『Memories of a Color(メモリーズ・オブ・ア・カラー)』はStina Nordenstam(スティーナ・ノルデンスタム)のデビューアルバム。1991年に発売された。スティーナ・ノルデンスタムがスウェーデンの森の奥で歌っていると錯覚しまう名盤だ。

Memories of a Color


1曲目の「Memories Of A Color」で森へ引きずり込まれる

スティーナ・ノルデンスタムの声は儚い。まるでカバーガラスのようだ。顕微鏡につかう、スライドガラスの上にのせる、ものすごく薄いガラスを思い出して欲しい。1曲目の「Memories Of A Color」。10秒ぐらいの短いイントロが終わると、聴こえるのは今にも消えてしまいそうなウィスパーボイスだ。スティーナ・ノルデンスタムの住む森の奥へ引きずり込まれていく。

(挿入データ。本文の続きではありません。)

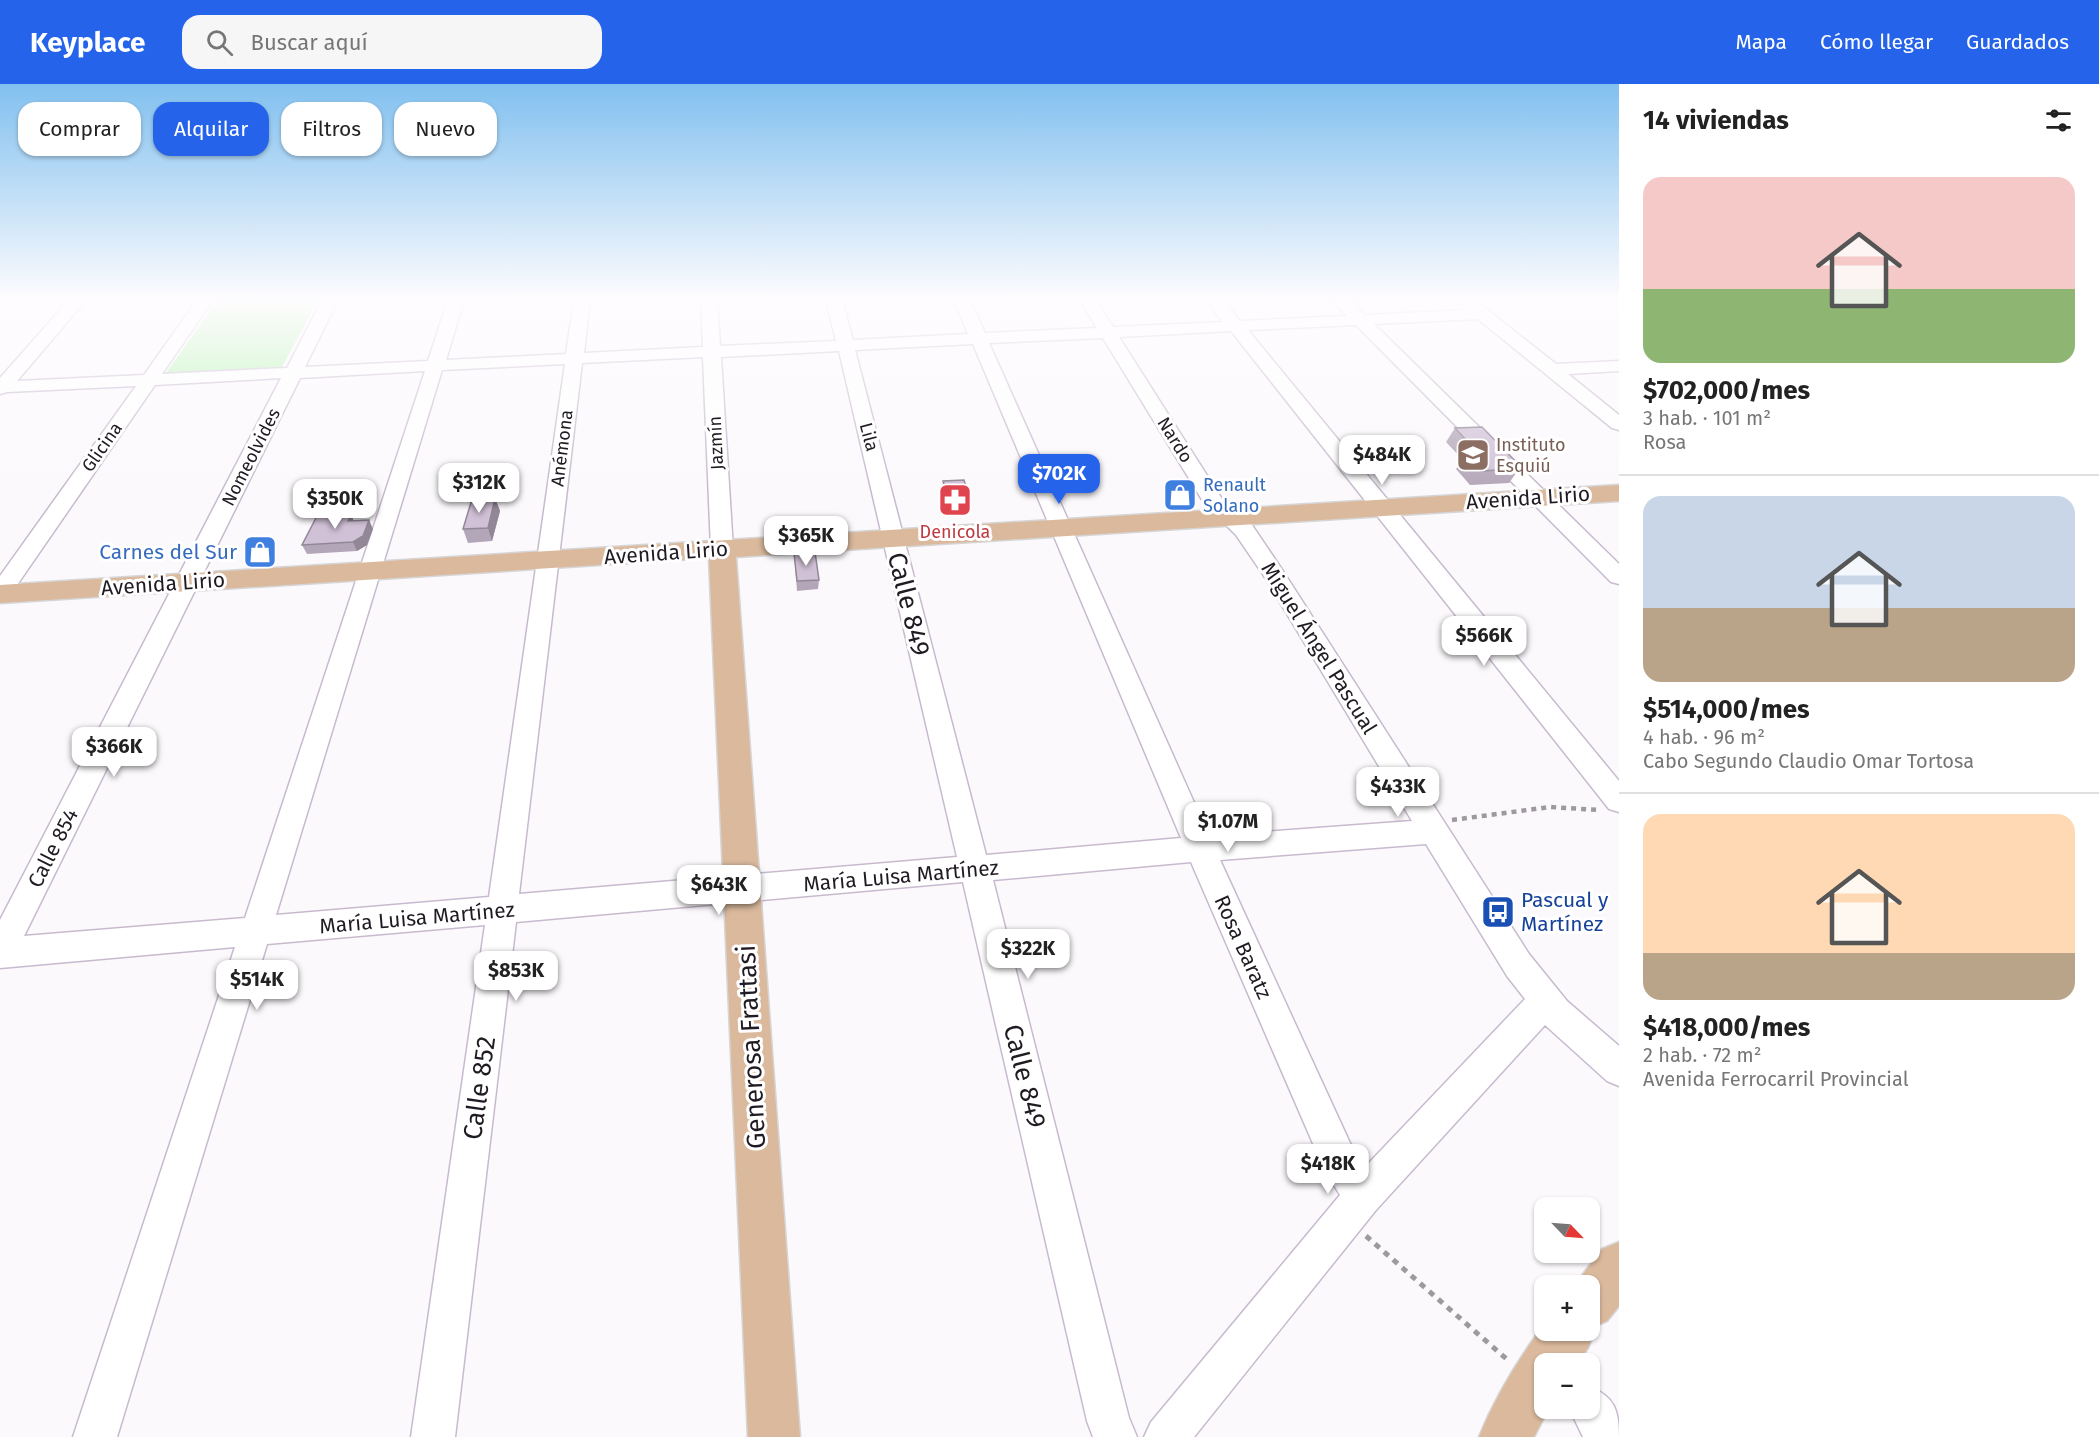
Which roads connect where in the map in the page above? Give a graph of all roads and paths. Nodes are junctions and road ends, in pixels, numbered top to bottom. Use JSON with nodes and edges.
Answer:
{"nodes":[{"id":1,"x":23,"y":363,"type":"edge"},
{"id":2,"x":161,"y":363,"type":"edge"},
{"id":3,"x":298,"y":363,"type":"edge"},
{"id":4,"x":436,"y":363,"type":"edge"},
{"id":5,"x":511,"y":363,"type":"edge"},
{"id":6,"x":573,"y":363,"type":"edge"},
{"id":7,"x":712,"y":363,"type":"edge"},
{"id":8,"x":850,"y":363,"type":"edge"},
{"id":9,"x":990,"y":363,"type":"edge"},
{"id":10,"x":1127,"y":363,"type":"edge"},
{"id":11,"x":1265,"y":363,"type":"edge"},
{"id":12,"x":1403,"y":363,"type":"edge"},
{"id":13,"x":1542,"y":363,"type":"edge"},
{"id":14,"x":1619,"y":366,"type":"edge"},
{"id":15,"x":435,"y":367,"type":"junction"},
{"id":16,"x":1551,"y":370,"type":"junction"},
{"id":17,"x":292,"y":374,"type":"junction"},
{"id":18,"x":149,"y":380,"type":"junction"},
{"id":19,"x":1,"y":388,"type":"edge"},
{"id":20,"x":1619,"y":424,"type":"edge"},
{"id":21,"x":1619,"y":493,"type":"edge"},
{"id":22,"x":1539,"y":498,"type":"junction"},
{"id":23,"x":1382,"y":507,"type":"junction"},
{"id":24,"x":1228,"y":516,"type":"junction"},
{"id":25,"x":1060,"y":527,"type":"junction"},
{"id":26,"x":893,"y":540,"type":"junction"},
{"id":27,"x":722,"y":549,"type":"junction"},
{"id":28,"x":548,"y":560,"type":"junction"},
{"id":29,"x":372,"y":571,"type":"junction"},
{"id":30,"x":1619,"y":577,"type":"edge"},
{"id":31,"x":188,"y":583,"type":"junction"},
{"id":32,"x":0,"y":594,"type":"edge"},
{"id":33,"x":1613,"y":805,"type":"edge"},
{"id":34,"x":1433,"y":831,"type":"junction"},
{"id":35,"x":1200,"y":849,"type":"junction"},
{"id":36,"x":975,"y":868,"type":"junction"},
{"id":37,"x":742,"y":890,"type":"junction"},
{"id":38,"x":503,"y":911,"type":"junction"},
{"id":39,"x":255,"y":932,"type":"junction"},
{"id":40,"x":0,"y":953,"type":"edge"},
{"id":41,"x":1545,"y":1001,"type":"junction"},
{"id":42,"x":1619,"y":1069,"type":"edge"},
{"id":43,"x":1354,"y":1208,"type":"junction"},
{"id":44,"x":1619,"y":1266,"type":"edge"},
{"id":45,"x":1600,"y":1291,"type":"edge"},
{"id":46,"x":1539,"y":1353,"type":"edge"},
{"id":47,"x":1534,"y":1387,"type":"edge"},
{"id":48,"x":1597,"y":1419,"type":"edge"},
{"id":49,"x":95,"y":1437,"type":"edge"},
{"id":50,"x":433,"y":1437,"type":"edge"},
{"id":51,"x":774,"y":1437,"type":"edge"},
{"id":52,"x":1115,"y":1437,"type":"edge"},
{"id":53,"x":1166,"y":1437,"type":"edge"},
{"id":54,"x":1505,"y":1437,"type":"edge"},
{"id":55,"x":1608,"y":1437,"type":"edge"}],
"edges":[{"from":1,"to":19,"type":"street"},
{"from":2,"to":18,"type":"street","name":"Glicina"},
{"from":3,"to":17,"type":"street","name":"Nomeolvides"},
{"from":4,"to":15,"type":"street"},
{"from":5,"to":15,"type":"street"},
{"from":6,"to":28,"type":"street","name":"Anémona"},
{"from":7,"to":27,"type":"street","name":"Jazmín"},
{"from":8,"to":26,"type":"street","name":"Lila"},
{"from":9,"to":25,"type":"street","name":"Rosa Baratz"},
{"from":10,"to":24,"type":"street","name":"Nardo"},
{"from":11,"to":23,"type":"street"},
{"from":12,"to":22,"type":"street"},
{"from":13,"to":16,"type":"street"},
{"from":14,"to":16,"type":"street"},
{"from":15,"to":17,"type":"street"},
{"from":15,"to":29,"type":"street"},
{"from":16,"to":20,"type":"street"},
{"from":17,"to":18,"type":"street"},
{"from":17,"to":31,"type":"street","name":"Nomeolvides"},
{"from":18,"to":19,"type":"street"},
{"from":18,"to":32,"type":"street","name":"Glicina"},
{"from":21,"to":22,"type":"main road","name":"Avenida Lirio"},
{"from":22,"to":23,"type":"main road","name":"Avenida Lirio"},
{"from":22,"to":30,"type":"street"},
{"from":23,"to":24,"type":"main road","name":"Avenida Lirio"},
{"from":23,"to":33,"type":"street"},
{"from":24,"to":25,"type":"main road","name":"Avenida Lirio"},
{"from":24,"to":34,"type":"street","name":"Miguel Ángel Pascual"},
{"from":25,"to":26,"type":"main road","name":"Avenida Lirio"},
{"from":25,"to":35,"type":"street","name":"Rosa Baratz"},
{"from":26,"to":27,"type":"main road","name":"Avenida Lirio"},
{"from":26,"to":36,"type":"street","name":"Calle 849"},
{"from":27,"to":28,"type":"main road","name":"Avenida Lirio"},
{"from":27,"to":37,"type":"main road","name":"Generosa Frattasi"},
{"from":28,"to":29,"type":"main road","name":"Avenida Lirio"},
{"from":28,"to":38,"type":"street","name":"Calle 852"},
{"from":29,"to":31,"type":"main road","name":"Avenida Lirio"},
{"from":29,"to":39,"type":"street"},
{"from":31,"to":32,"type":"main road","name":"Avenida Lirio"},
{"from":31,"to":40,"type":"street","name":"Calle 854"},
{"from":33,"to":34,"type":"path"},
{"from":34,"to":35,"type":"street","name":"María Luisa Martínez"},
{"from":34,"to":41,"type":"street","name":"Miguel Ángel Pascual"},
{"from":35,"to":36,"type":"street","name":"María Luisa Martínez"},
{"from":35,"to":43,"type":"street","name":"Rosa Baratz"},
{"from":36,"to":37,"type":"street","name":"María Luisa Martínez"},
{"from":36,"to":52,"type":"street","name":"Calle 849"},
{"from":37,"to":38,"type":"street","name":"María Luisa Martínez"},
{"from":37,"to":51,"type":"main road","name":"Generosa Frattasi"},
{"from":38,"to":39,"type":"street","name":"María Luisa Martínez"},
{"from":38,"to":50,"type":"street","name":"Calle 852"},
{"from":39,"to":40,"type":"street","name":"María Luisa Martínez"},
{"from":39,"to":49,"type":"street"},
{"from":41,"to":42,"type":"street","name":"Miguel Ángel Pascual"},
{"from":41,"to":43,"type":"street"},
{"from":43,"to":46,"type":"path"},
{"from":43,"to":53,"type":"street"},
{"from":44,"to":45,"type":"main road"},
{"from":47,"to":54,"type":"main road"},
{"from":48,"to":55,"type":"street"}]}
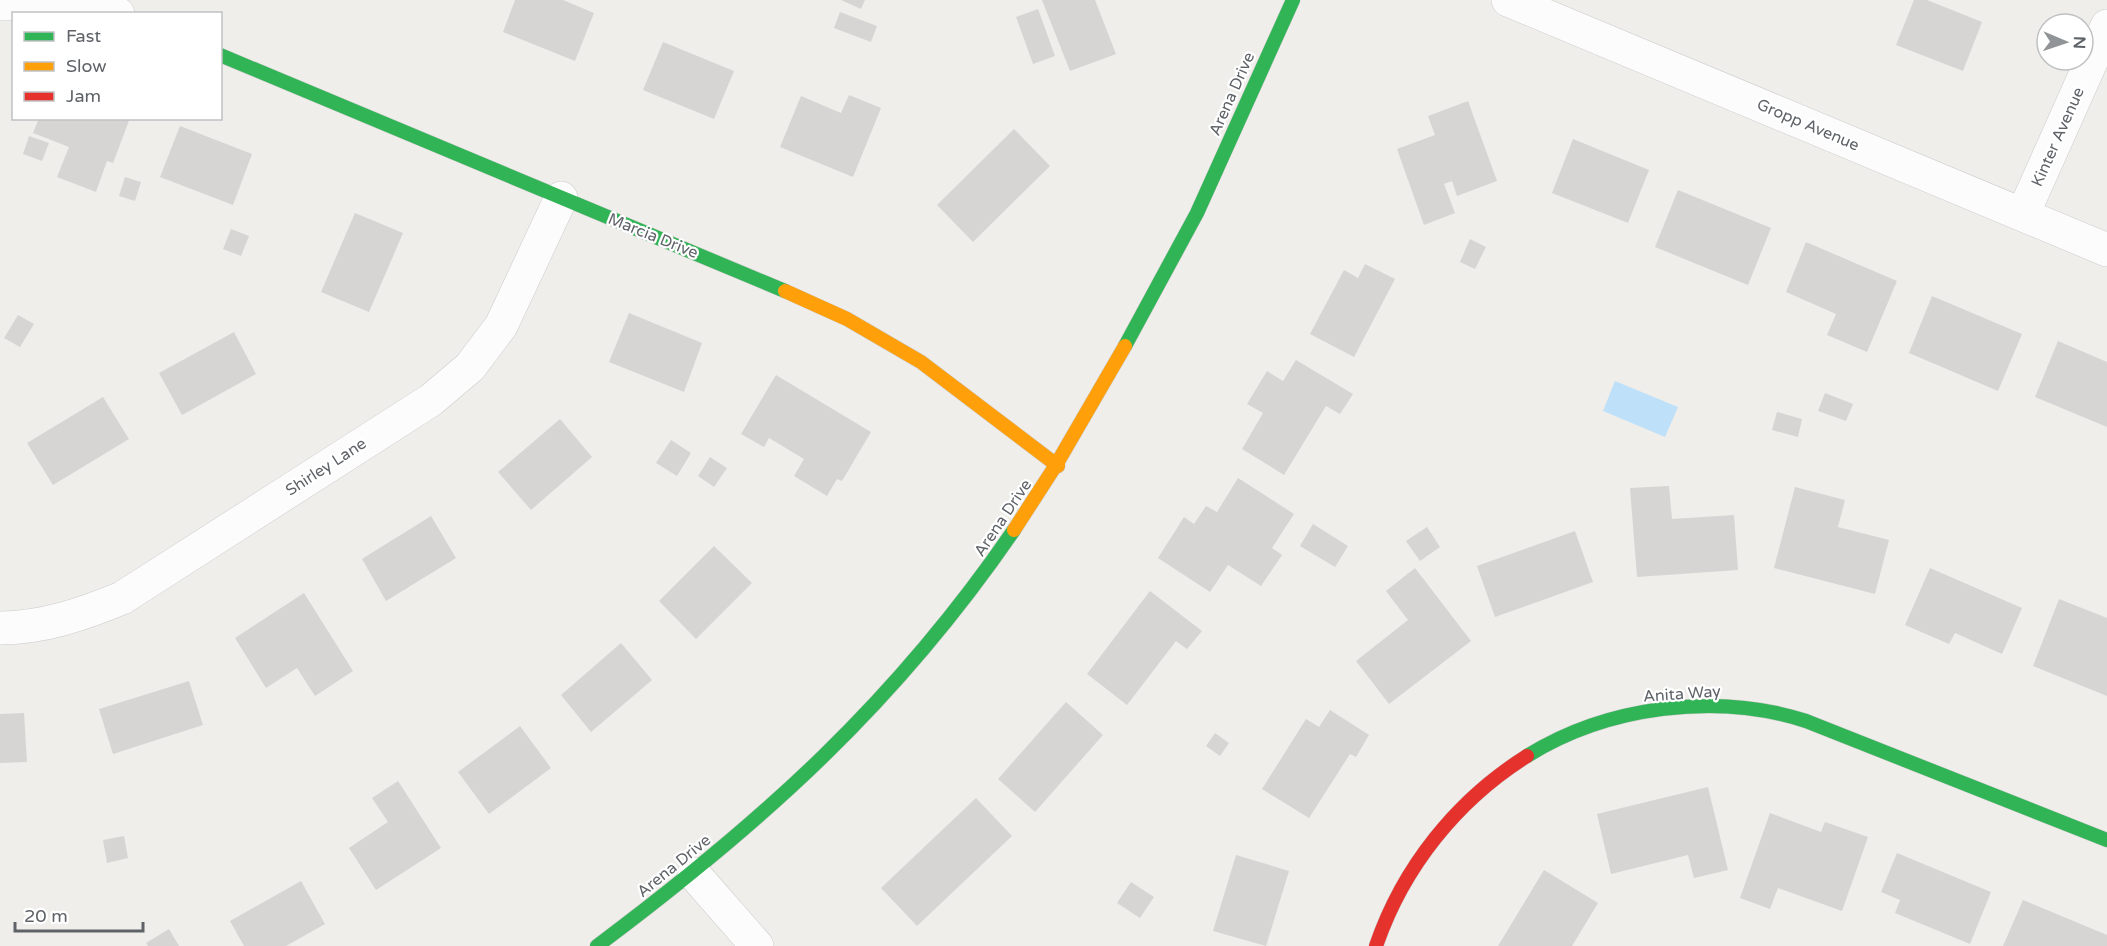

8曲目の「Soon After Christmas」で森林の闇に溶ける

一気に時計は進む。アルバムは8曲目「Soon After Christmas」でピークに達する。スティーナ・ノルデンスタムがつくる音場の気温は低い。湿り気は凝結して個体になる。アルバムに収録されている曲は、それぞれが微妙に形が異なる氷の結晶なのかもしれない。「Soon After Christmas」。ピアノがメインのシンプルなアレンジだ。名曲だと思う。聴いている者を森の闇に溶かしてしまう。

Memories of a Color
Stina Nordenstam
Atlantic UK
1992-12-09




『Memories of a Color』の収録曲

  • Memories of a Color
  • The Return of Alan Bean
  • Another Story Girl
  • His Song
  • He Watches Her from Behind
  • I'll Be Cryin' for You
  • Alone at Night
  • Soon after Christmas
  • A Walk in the Park

捨て曲はない。もう一度、最初の曲からリピートする。何度も森の奥へ入ってしまいたくなる。

スティーナ・ノルデンスタムの底知れない魅力?魔力?



スティーナ・ノルデンスタムはスタジオワーク中心の活動をしている。ライブどころか、インタビュー記事さえ少ない。1994年の『And She Closed Her Eyes』は、デビュー作をさらに森の奥へと向かったアルバムだった。スティーナ・ノルデンスタムの声が精神世界(聴く者の魂)をチクチクと揺さぶる。スティーナ・ノルデンスタムは2ndアルバムで凄みを増した。

「Little Star」が、レオナルド・ディカプリオ主演『ロミオ+ジュリエット』の挿入歌に選ばれたとか、ミュー(Mew)の出世作『Frengers』に参加したとか、デイヴィッド・シルヴィアンのユニット、ナイン・ホーセスで共作したりとか、そういう情報は些細な塵だ。森林をつくる木々の落ち葉よりも小さい。スティーナ・ノルデンスタム魅力(魔力)は深淵だ。

And She Closed Her Eyes
Stina Nordenstam
Atlantic UK
1994-03-23


森の奥底からスティーナ・ノルデンスタムの音沙汰がない

スティーナ・ノルデンスタムは3枚目のアルバム以降、変化していった。変化を求めた、という表現が適切かもしれない。ただ、エクトロニカを取り入れたとしても、カバー曲ばかりのアルバムをつくろうとも、スティーナ・ノルデンスタムの色は消えなかった。あまりにも個の色彩が強すぎる。

2004年『The World Is Saved』が発表された。1stアルバムの香りがする。その後、新作の噂が流れたこともあったが、今日現在、スティーナ・ノルデンスタムの声は途切れている。きっと、森の時間は進みが遅いのだろう。そう、思いたい。忘れかけた頃に、スティーナ・ノルデンスタムの新譜が森の外へ出ることを待とう。待ち望んでいる者たちは全世界に数多くいるはずだから。